# Neon Tetra Eating Red Cherry Shrimp?!?



## ngo911 (May 19, 2010)

So i found a headless red cherry shrimp today and i couldn't figure out what happened to it. The only livestock in the tank are about 15 RCS and 10 neon tetras. From what I've read, neon tetras are good tankmates for RCS.

However, I just caught a neon tetra biting the legs off a passing RCS, and then proceeding to devour it. 

Has anyone had this happen before??


----------



## VinnyD (Apr 21, 2010)

maybe you didn't feed your live stocks enough..and then again RCS are small..and might seem like a nice snack...maybe your RCS died..and the fishes and the other shrimps might dine on the dead shrimp..it pretty normal


----------



## wsl (Apr 21, 2010)

I have 25 neons in my tank together with probably around a hundred RCS, and I've never seen anything like that happen before. I would suggest that you feed your tetra well, and make sure that the shrimp have plenty of hiding spaces (i.e. a big clump of moss or such).


----------



## ngo911 (May 19, 2010)

Hmm thanks for the replies. I will try to feed them a bit more. I fed them according to the 2 minute twice a day rule of thumb.

I do have a good amount of plants for them to hide but only on one side of the tank. I will be looking into adding more in the near future for the other side.


----------



## Racer96 (Apr 29, 2010)

If they can fit it in their mouths, they'll eat them. 

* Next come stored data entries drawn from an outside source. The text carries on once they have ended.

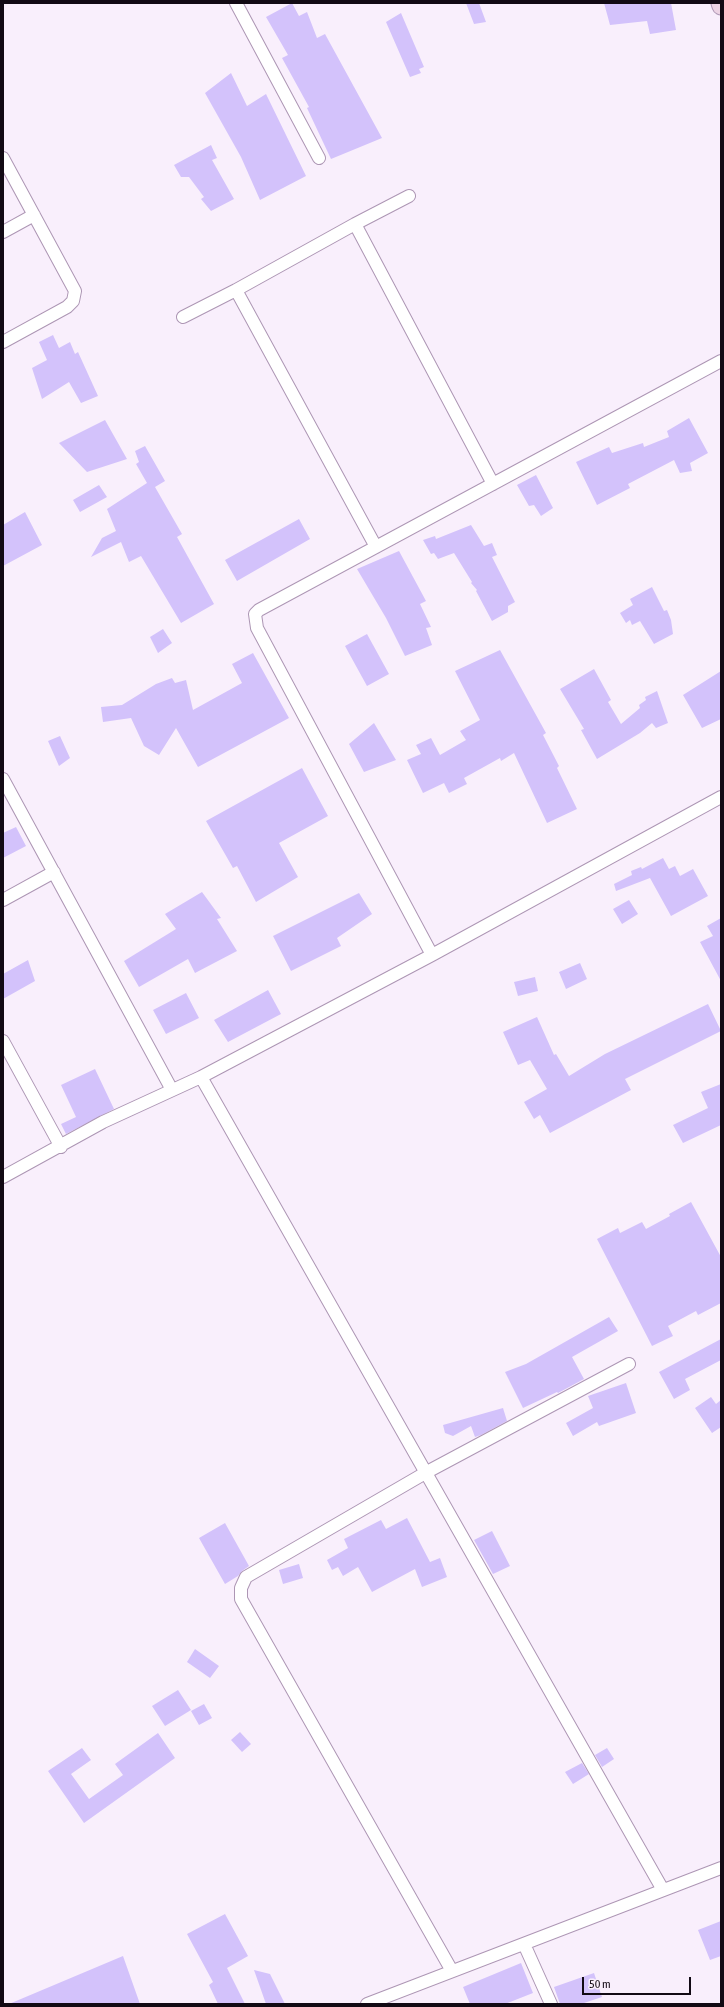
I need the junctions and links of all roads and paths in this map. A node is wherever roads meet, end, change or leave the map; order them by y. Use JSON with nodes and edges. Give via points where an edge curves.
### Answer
{"nodes":[{"id":1,"x":236,"y":3,"type":"edge"},
{"id":2,"x":720,"y":3,"type":"edge"},
{"id":3,"x":721,"y":6,"type":"edge"},
{"id":4,"x":3,"y":158,"type":"edge"},
{"id":5,"x":319,"y":158,"type":"dead end"},
{"id":6,"x":409,"y":196,"type":"dead end"},
{"id":7,"x":34,"y":215,"type":"junction"},
{"id":8,"x":355,"y":224,"type":"junction"},
{"id":9,"x":3,"y":232,"type":"edge"},
{"id":10,"x":236,"y":290,"type":"junction"},
{"id":11,"x":183,"y":317,"type":"dead end"},
{"id":12,"x":3,"y":342,"type":"edge"},
{"id":13,"x":721,"y":361,"type":"edge"},
{"id":14,"x":493,"y":484,"type":"junction"},
{"id":15,"x":376,"y":547,"type":"junction"},
{"id":16,"x":3,"y":779,"type":"edge"},
{"id":17,"x":721,"y":797,"type":"edge"},
{"id":18,"x":54,"y":872,"type":"junction"},
{"id":19,"x":3,"y":900,"type":"edge"},
{"id":20,"x":432,"y":955,"type":"junction"},
{"id":21,"x":3,"y":1041,"type":"edge"},
{"id":22,"x":201,"y":1076,"type":"junction"},
{"id":23,"x":172,"y":1090,"type":"junction"},
{"id":24,"x":61,"y":1147,"type":"junction"},
{"id":25,"x":3,"y":1176,"type":"edge"},
{"id":26,"x":629,"y":1364,"type":"dead end"},
{"id":27,"x":426,"y":1472,"type":"junction"},
{"id":28,"x":721,"y":1868,"type":"edge"},
{"id":29,"x":663,"y":1890,"type":"junction"},
{"id":30,"x":524,"y":1944,"type":"junction"},
{"id":31,"x":452,"y":1971,"type":"junction"},
{"id":32,"x":367,"y":2004,"type":"edge"},
{"id":33,"x":551,"y":2004,"type":"edge"}],
"edges":[{"from":1,"to":5,"type":"street"},
{"from":2,"to":3,"type":"main road"},
{"from":4,"to":7,"type":"street"},
{"from":6,"to":8,"type":"street"},
{"from":7,"to":9,"type":"street"},
{"from":7,"to":12,"type":"street","via":[[75,291],[73,301],[67,307]]},
{"from":8,"to":10,"type":"street"},
{"from":8,"to":14,"type":"street"},
{"from":10,"to":11,"type":"street"},
{"from":10,"to":15,"type":"street"},
{"from":13,"to":14,"type":"street"},
{"from":14,"to":15,"type":"street"},
{"from":15,"to":20,"type":"street","via":[[259,610],[255,618],[257,628]]},
{"from":16,"to":18,"type":"street"},
{"from":17,"to":20,"type":"street"},
{"from":18,"to":19,"type":"street"},
{"from":18,"to":23,"type":"street"},
{"from":20,"to":22,"type":"street"},
{"from":21,"to":24,"type":"street"},
{"from":22,"to":23,"type":"street"},
{"from":22,"to":27,"type":"street"},
{"from":23,"to":24,"type":"street","via":[[103,1122]]},
{"from":24,"to":25,"type":"street"},
{"from":26,"to":27,"type":"street"},
{"from":27,"to":29,"type":"street"},
{"from":27,"to":31,"type":"street","via":[[246,1578],[241,1588],[241,1599]]},
{"from":28,"to":29,"type":"street"},
{"from":29,"to":30,"type":"street"},
{"from":30,"to":31,"type":"street"},
{"from":30,"to":33,"type":"street"},
{"from":31,"to":32,"type":"street"}]}
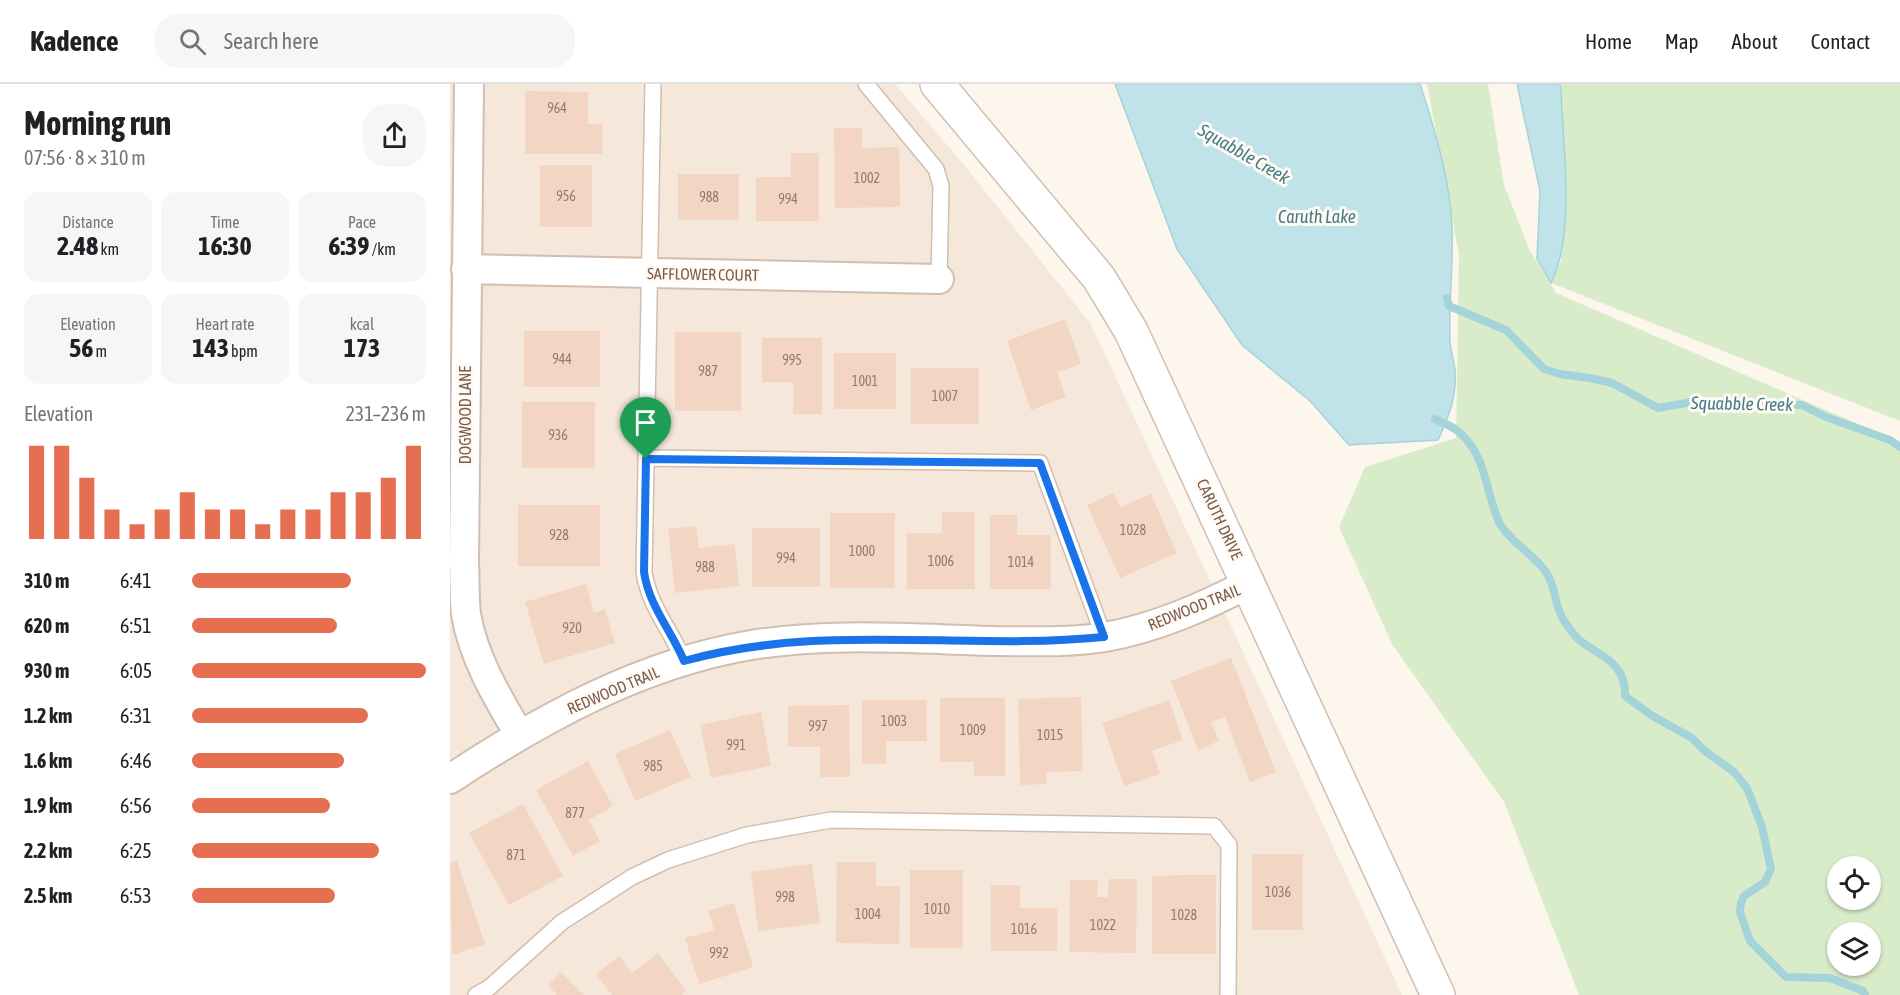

While in a lot of cases neons might be ok with shrimps, if they can catch them, they'll eat them if they're hungry.  Even if a fish is listed as 'safe' to be kept with shrimp, there is still that possibility.

Mike


----------



## Death's Sting (Apr 21, 2010)

that's how i lost all mine..lol.. if the fish is hungry enough anything is possible..


----------



## Treasure chest (Apr 21, 2010)

It also can be the work of RCSs. They consume the dead of their own all the time.


----------



## ngo911 (May 19, 2010)

I think i will start a rcs species tank for my gf's sake. She loves the shrimp more than the fish...


----------



## Reva (Apr 21, 2010)

all I can say is...neons are related to piranha :O
a friend of mine who keeps shrimps says that rummy nosed tetras will eat them in a red hot minute. I think i wouldnt keep them with any fish that like meat....


----------